SUPPLIED RECORDS
====

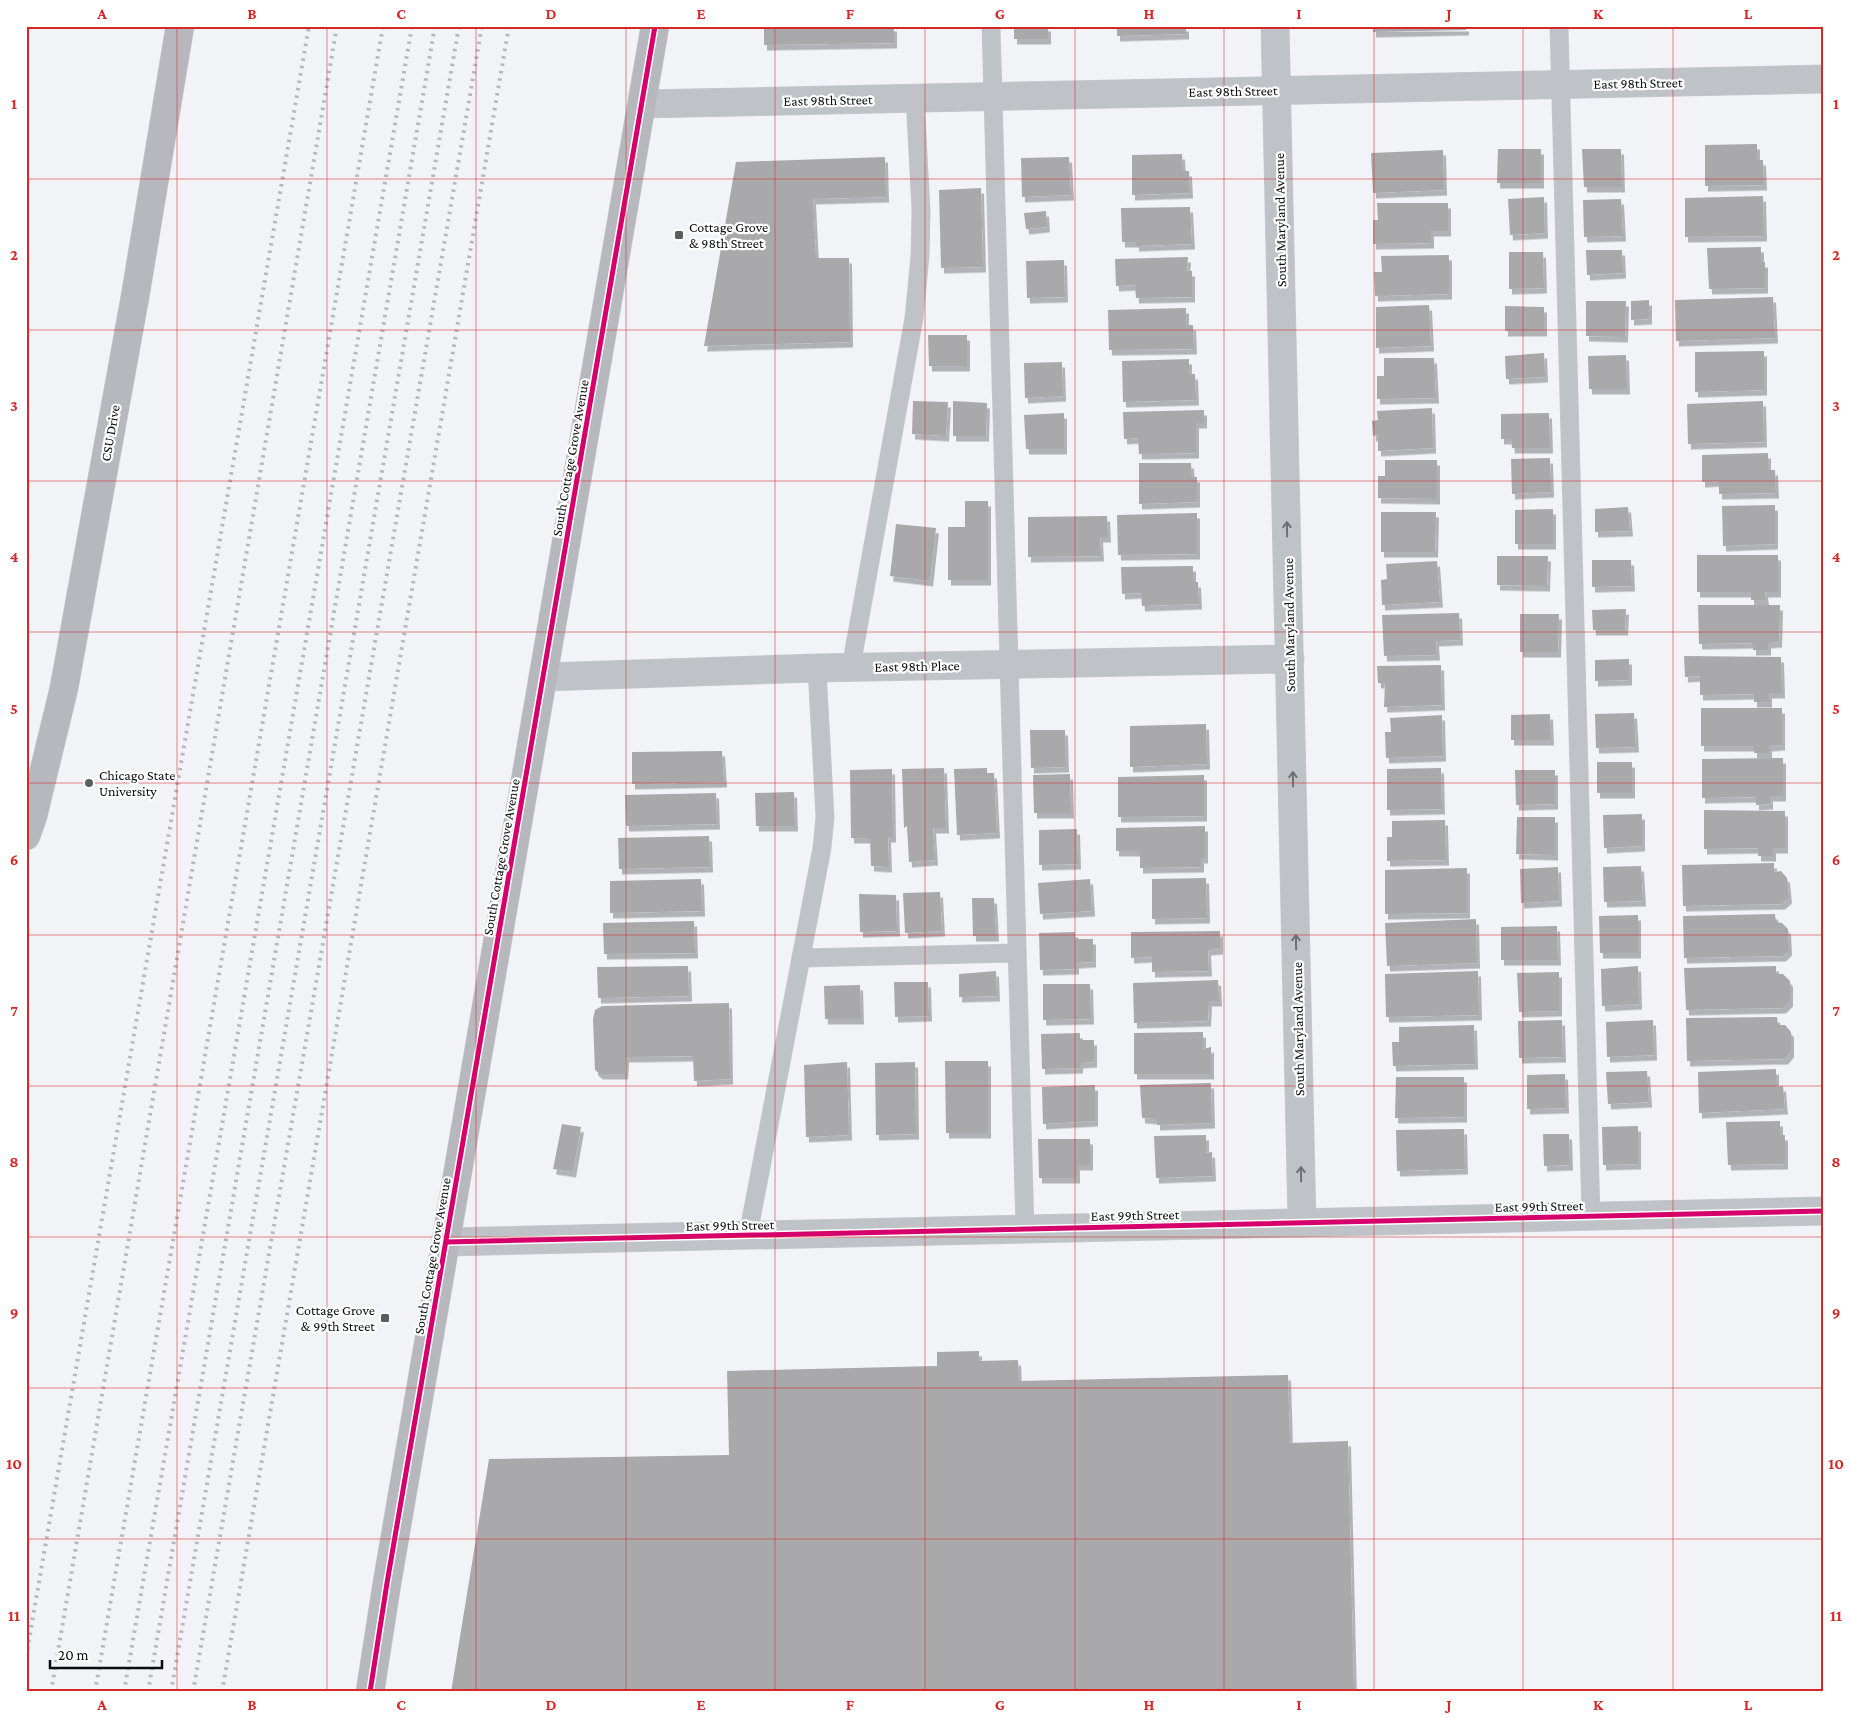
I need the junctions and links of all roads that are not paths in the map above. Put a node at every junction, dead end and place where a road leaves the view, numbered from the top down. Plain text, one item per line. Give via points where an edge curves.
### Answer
1 (180, 26) edge
2 (656, 26) edge
3 (991, 26) edge
4 (1275, 26) edge
5 (1559, 26) edge
6 (1824, 78) edge
7 (1560, 84) junction
8 (1277, 90) junction
9 (993, 96) junction
10 (915, 98) junction
11 (642, 104) junction
12 (1290, 659) junction
13 (1009, 664) junction
14 (851, 667) junction
15 (817, 668) junction
16 (543, 677) junction
17 (26, 836) edge
18 (1017, 952) junction
19 (801, 958) junction
20 (1824, 1211) edge
21 (1591, 1217) junction
22 (1302, 1223) junction
23 (1025, 1229) junction
24 (748, 1235) junction
25 (446, 1242) junction
26 (370, 1692) edge

1 - 17 street, CSU Drive via 66,679
2 - 11 street, South Cottage Grove Avenue
3 - 9 lane
4 - 8 street, South Maryland Avenue
5 - 7 lane
6 - 7 street, East 98th Street
7 - 8 street, East 98th Street
7 - 21 lane
8 - 9 street, East 98th Street
12 -> 8 street, South Maryland Avenue
9 - 10 street, East 98th Street
9 - 13 lane
10 - 11 street, East 98th Street
10 - 14 lane via 920,256 914,309
11 - 16 street, South Cottage Grove Avenue
12 - 13 street, East 98th Place
22 -> 12 street, South Maryland Avenue
13 - 14 street, East 98th Place
13 - 18 lane
14 - 15 street, East 98th Place
15 - 16 street, East 98th Place
15 - 19 lane via 825,817
16 - 25 street, South Cottage Grove Avenue
18 - 19 lane
18 - 23 lane
19 - 24 lane
20 - 21 street, East 99th Street
21 - 22 street, East 99th Street
22 - 23 street, East 99th Street
23 - 24 street, East 99th Street
24 - 25 street, East 99th Street
25 - 26 street, South Cottage Grove Avenue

====

DESCRIPTION OF THE TASK
An exact copy of the records above is wanted, with the pictures omitted.

ANSWER BOX
I need the junctions and links of all roads that are not paths in the map above. Put a node at every junction, dead end and place where a road leaves the view, numbered from the top down. Plain text, one item per line. Give via points where an edge curves.
### Answer
1 (180, 26) edge
2 (656, 26) edge
3 (991, 26) edge
4 (1275, 26) edge
5 (1559, 26) edge
6 (1824, 78) edge
7 (1560, 84) junction
8 (1277, 90) junction
9 (993, 96) junction
10 (915, 98) junction
11 (642, 104) junction
12 (1290, 659) junction
13 (1009, 664) junction
14 (851, 667) junction
15 (817, 668) junction
16 (543, 677) junction
17 (26, 836) edge
18 (1017, 952) junction
19 (801, 958) junction
20 (1824, 1211) edge
21 (1591, 1217) junction
22 (1302, 1223) junction
23 (1025, 1229) junction
24 (748, 1235) junction
25 (446, 1242) junction
26 (370, 1692) edge

1 - 17 street, CSU Drive via 66,679
2 - 11 street, South Cottage Grove Avenue
3 - 9 lane
4 - 8 street, South Maryland Avenue
5 - 7 lane
6 - 7 street, East 98th Street
7 - 8 street, East 98th Street
7 - 21 lane
8 - 9 street, East 98th Street
12 -> 8 street, South Maryland Avenue
9 - 10 street, East 98th Street
9 - 13 lane
10 - 11 street, East 98th Street
10 - 14 lane via 920,256 914,309
11 - 16 street, South Cottage Grove Avenue
12 - 13 street, East 98th Place
22 -> 12 street, South Maryland Avenue
13 - 14 street, East 98th Place
13 - 18 lane
14 - 15 street, East 98th Place
15 - 16 street, East 98th Place
15 - 19 lane via 825,817
16 - 25 street, South Cottage Grove Avenue
18 - 19 lane
18 - 23 lane
19 - 24 lane
20 - 21 street, East 99th Street
21 - 22 street, East 99th Street
22 - 23 street, East 99th Street
23 - 24 street, East 99th Street
24 - 25 street, East 99th Street
25 - 26 street, South Cottage Grove Avenue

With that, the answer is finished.